=== Section Start ===
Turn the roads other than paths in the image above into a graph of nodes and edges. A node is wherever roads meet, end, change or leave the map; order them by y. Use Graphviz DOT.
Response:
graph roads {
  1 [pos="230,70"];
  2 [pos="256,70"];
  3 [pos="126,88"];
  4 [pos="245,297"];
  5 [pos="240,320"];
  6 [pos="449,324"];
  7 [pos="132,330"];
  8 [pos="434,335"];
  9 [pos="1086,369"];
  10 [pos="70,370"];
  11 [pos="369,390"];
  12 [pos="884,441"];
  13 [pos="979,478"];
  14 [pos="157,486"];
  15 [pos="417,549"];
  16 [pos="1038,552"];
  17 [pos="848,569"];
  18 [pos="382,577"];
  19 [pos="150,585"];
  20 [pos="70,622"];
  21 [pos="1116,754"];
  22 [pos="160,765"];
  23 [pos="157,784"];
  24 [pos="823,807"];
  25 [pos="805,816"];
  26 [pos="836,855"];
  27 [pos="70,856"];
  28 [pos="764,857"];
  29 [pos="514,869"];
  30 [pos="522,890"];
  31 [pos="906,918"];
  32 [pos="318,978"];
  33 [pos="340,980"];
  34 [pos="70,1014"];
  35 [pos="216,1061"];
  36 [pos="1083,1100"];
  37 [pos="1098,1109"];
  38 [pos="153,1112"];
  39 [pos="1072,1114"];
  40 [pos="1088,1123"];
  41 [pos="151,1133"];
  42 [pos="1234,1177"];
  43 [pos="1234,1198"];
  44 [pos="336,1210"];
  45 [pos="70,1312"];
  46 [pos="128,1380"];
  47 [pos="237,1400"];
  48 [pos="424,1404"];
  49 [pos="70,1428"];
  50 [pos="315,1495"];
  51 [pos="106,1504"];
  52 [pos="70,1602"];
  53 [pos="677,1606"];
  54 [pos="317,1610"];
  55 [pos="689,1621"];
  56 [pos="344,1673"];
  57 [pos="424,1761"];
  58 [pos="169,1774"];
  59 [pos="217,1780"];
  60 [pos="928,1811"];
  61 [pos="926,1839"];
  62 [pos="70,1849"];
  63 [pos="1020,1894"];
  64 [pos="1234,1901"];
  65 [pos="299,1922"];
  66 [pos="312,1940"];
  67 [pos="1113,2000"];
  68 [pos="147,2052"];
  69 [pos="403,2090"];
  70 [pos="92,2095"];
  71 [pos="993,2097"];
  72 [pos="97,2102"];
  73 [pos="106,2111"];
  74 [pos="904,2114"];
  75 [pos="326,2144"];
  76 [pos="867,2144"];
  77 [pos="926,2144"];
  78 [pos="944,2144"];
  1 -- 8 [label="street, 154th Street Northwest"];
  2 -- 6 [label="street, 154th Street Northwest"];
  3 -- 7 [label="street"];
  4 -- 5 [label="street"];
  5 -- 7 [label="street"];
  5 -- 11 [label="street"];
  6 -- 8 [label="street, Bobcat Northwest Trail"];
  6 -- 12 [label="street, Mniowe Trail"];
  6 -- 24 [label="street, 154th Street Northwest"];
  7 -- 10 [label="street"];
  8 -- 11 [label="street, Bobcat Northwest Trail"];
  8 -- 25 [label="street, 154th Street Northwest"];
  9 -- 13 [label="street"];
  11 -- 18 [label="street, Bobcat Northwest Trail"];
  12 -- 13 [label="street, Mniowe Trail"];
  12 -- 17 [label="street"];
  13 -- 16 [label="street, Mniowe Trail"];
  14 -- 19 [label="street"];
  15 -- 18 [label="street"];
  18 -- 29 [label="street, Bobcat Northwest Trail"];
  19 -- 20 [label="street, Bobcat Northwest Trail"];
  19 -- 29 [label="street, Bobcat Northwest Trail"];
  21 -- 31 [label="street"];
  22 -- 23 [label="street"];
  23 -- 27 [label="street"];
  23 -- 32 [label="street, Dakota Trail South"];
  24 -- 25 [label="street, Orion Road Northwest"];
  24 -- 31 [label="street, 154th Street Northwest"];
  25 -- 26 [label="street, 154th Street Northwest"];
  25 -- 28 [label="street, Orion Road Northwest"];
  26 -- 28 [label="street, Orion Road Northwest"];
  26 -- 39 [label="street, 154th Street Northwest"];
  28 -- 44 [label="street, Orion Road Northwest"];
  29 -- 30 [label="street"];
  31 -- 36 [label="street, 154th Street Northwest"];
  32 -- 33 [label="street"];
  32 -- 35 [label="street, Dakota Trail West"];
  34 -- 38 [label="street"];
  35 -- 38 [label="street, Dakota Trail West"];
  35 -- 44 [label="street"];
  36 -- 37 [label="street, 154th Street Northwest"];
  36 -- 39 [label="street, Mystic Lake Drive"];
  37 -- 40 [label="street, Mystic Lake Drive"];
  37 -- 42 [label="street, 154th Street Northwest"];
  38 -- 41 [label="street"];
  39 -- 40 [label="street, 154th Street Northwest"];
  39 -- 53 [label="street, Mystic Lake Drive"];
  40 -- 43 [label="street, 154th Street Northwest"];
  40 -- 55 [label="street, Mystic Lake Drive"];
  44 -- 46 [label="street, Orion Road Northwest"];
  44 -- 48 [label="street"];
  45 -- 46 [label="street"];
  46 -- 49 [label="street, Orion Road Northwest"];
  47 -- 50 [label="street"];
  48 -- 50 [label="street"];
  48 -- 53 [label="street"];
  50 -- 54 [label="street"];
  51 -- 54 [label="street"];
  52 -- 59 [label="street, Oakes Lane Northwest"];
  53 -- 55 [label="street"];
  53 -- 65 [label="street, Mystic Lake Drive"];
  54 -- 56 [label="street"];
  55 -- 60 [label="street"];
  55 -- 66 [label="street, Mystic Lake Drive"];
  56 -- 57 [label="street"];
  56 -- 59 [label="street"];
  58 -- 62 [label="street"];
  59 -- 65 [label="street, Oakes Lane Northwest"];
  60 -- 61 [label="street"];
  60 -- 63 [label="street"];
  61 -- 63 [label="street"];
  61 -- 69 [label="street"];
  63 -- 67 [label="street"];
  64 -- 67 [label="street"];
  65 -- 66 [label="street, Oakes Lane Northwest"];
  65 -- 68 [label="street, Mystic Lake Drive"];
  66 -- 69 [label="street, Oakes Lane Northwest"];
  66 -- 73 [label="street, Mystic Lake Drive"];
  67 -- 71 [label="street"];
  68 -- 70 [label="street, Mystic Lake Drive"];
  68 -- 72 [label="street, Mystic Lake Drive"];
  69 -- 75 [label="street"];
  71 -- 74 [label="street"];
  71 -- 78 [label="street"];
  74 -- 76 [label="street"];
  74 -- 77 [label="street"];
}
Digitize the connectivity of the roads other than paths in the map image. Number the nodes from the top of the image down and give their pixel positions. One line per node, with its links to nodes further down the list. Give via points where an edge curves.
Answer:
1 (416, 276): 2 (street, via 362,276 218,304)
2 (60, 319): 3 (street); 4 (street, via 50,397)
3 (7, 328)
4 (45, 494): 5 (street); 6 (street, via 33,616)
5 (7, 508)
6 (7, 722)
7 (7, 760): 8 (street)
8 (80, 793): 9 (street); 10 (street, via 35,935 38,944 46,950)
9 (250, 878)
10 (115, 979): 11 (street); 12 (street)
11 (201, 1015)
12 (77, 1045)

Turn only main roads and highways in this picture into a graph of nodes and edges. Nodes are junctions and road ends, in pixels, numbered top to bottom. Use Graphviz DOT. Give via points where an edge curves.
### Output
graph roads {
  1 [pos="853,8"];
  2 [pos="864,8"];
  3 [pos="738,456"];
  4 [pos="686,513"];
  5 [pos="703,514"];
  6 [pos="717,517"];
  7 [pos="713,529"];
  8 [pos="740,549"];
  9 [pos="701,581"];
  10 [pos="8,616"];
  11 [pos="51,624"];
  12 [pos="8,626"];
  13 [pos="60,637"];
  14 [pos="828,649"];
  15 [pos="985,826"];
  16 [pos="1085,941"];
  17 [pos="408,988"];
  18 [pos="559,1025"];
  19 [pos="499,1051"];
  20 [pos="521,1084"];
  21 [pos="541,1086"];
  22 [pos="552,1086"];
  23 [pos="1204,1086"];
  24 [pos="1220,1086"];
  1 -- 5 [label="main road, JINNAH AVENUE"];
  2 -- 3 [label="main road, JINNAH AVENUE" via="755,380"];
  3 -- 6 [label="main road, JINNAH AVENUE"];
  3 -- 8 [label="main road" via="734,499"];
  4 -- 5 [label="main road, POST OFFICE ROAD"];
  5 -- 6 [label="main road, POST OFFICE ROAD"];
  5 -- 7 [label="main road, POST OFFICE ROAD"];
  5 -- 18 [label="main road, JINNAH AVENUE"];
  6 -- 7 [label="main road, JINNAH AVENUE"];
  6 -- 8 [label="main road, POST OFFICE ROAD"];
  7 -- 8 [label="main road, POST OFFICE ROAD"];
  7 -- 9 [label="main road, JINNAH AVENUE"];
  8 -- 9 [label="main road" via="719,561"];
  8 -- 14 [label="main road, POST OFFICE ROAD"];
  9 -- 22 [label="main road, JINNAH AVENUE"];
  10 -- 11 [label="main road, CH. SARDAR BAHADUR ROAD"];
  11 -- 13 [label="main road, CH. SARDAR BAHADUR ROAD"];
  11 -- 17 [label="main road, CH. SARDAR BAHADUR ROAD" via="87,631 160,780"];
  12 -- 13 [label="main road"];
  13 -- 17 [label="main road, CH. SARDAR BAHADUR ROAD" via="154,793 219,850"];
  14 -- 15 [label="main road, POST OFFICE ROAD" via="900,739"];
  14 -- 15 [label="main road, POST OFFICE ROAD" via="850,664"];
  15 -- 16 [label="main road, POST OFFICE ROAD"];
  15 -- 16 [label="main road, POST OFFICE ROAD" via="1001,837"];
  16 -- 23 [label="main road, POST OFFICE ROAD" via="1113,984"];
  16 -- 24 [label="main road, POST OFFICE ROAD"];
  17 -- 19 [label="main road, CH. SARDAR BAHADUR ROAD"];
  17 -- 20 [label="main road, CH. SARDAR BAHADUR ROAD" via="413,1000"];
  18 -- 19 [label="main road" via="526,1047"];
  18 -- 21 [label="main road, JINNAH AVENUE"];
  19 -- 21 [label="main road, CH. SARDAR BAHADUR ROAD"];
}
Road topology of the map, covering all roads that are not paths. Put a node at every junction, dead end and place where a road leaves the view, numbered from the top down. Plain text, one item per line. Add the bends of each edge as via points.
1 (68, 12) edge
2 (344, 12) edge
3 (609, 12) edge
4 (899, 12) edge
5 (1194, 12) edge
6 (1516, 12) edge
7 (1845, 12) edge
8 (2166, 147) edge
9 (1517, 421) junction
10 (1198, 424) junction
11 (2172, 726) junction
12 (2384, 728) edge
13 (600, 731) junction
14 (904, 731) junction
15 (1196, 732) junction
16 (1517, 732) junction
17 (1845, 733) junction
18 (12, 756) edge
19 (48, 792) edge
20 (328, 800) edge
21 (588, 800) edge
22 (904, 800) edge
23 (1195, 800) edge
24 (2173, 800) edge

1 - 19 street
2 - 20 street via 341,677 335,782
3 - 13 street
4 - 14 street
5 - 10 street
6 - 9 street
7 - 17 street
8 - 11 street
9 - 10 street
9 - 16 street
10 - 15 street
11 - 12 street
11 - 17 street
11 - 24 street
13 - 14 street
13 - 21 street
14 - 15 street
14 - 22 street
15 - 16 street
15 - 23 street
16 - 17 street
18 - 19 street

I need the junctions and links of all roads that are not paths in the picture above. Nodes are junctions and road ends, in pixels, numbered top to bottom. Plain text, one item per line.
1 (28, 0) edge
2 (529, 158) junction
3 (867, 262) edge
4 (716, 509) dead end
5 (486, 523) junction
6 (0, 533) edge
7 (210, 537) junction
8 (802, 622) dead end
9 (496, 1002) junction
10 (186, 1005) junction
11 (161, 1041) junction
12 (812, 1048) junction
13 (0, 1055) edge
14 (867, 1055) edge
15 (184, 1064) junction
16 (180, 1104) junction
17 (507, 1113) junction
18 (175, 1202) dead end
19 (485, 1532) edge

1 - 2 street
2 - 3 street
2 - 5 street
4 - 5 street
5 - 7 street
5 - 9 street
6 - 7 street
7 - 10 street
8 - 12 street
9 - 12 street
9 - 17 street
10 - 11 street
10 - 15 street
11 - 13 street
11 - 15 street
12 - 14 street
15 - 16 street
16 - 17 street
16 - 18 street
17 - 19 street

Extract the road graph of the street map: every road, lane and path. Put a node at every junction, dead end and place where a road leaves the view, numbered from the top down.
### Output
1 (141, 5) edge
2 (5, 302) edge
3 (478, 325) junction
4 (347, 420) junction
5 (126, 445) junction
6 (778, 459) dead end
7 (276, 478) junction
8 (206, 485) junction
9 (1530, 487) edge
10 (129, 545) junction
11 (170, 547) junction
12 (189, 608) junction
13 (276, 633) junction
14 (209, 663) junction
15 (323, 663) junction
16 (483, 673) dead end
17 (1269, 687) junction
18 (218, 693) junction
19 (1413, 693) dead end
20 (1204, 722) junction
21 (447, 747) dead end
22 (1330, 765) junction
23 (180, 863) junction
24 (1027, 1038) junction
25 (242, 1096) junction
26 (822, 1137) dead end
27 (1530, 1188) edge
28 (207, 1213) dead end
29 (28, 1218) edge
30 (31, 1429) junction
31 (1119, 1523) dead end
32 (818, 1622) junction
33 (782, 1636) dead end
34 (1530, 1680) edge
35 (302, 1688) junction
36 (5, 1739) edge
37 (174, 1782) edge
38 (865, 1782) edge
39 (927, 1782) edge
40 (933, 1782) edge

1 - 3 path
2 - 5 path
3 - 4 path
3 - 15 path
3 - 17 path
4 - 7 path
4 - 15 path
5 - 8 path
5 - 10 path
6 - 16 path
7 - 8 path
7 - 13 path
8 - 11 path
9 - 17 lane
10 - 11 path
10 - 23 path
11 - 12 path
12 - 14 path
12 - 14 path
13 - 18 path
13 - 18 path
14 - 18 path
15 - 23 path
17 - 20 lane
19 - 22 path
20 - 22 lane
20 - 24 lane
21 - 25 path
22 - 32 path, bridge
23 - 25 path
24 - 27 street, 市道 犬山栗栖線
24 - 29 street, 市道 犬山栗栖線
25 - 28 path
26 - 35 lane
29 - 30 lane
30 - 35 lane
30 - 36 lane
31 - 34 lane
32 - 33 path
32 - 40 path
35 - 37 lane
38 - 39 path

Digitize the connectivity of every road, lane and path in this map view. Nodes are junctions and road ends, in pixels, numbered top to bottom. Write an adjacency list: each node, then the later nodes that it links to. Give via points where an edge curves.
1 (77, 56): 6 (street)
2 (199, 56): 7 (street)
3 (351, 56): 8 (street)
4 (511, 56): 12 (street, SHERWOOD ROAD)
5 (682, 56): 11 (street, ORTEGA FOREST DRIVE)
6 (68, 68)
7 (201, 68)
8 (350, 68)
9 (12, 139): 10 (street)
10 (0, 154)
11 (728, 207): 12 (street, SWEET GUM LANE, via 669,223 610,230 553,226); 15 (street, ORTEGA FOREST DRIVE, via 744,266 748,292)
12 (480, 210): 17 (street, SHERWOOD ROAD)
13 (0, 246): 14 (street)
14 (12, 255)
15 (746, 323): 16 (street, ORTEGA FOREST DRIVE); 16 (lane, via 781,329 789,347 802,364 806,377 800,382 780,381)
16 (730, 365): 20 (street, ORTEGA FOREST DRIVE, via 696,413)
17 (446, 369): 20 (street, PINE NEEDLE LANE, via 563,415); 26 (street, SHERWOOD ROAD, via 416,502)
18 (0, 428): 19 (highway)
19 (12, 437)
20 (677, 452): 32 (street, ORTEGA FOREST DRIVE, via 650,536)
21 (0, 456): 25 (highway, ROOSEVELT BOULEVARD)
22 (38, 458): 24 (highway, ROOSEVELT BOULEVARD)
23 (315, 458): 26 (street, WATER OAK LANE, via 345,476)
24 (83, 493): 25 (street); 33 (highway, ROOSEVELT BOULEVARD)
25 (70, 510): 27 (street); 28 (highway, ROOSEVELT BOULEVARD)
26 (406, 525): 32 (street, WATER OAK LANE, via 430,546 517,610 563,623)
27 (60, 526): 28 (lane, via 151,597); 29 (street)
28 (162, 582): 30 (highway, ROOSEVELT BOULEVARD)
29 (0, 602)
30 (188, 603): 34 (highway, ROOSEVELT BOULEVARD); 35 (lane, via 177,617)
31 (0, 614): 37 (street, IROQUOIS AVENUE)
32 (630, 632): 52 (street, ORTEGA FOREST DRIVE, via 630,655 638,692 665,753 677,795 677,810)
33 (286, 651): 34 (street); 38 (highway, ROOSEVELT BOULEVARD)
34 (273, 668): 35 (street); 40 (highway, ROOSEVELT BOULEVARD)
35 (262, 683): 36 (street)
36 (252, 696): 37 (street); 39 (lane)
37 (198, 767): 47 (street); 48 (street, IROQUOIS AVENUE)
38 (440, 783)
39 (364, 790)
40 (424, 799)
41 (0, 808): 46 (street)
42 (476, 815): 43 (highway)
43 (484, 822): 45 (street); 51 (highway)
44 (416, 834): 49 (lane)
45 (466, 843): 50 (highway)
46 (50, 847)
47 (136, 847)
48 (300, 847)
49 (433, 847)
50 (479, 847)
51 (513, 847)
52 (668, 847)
=== Section End ===
→ WORK ORDER
Using the records above, give the count of lines with the word "list", and write nothing more.

→ TASK SOLUTION
2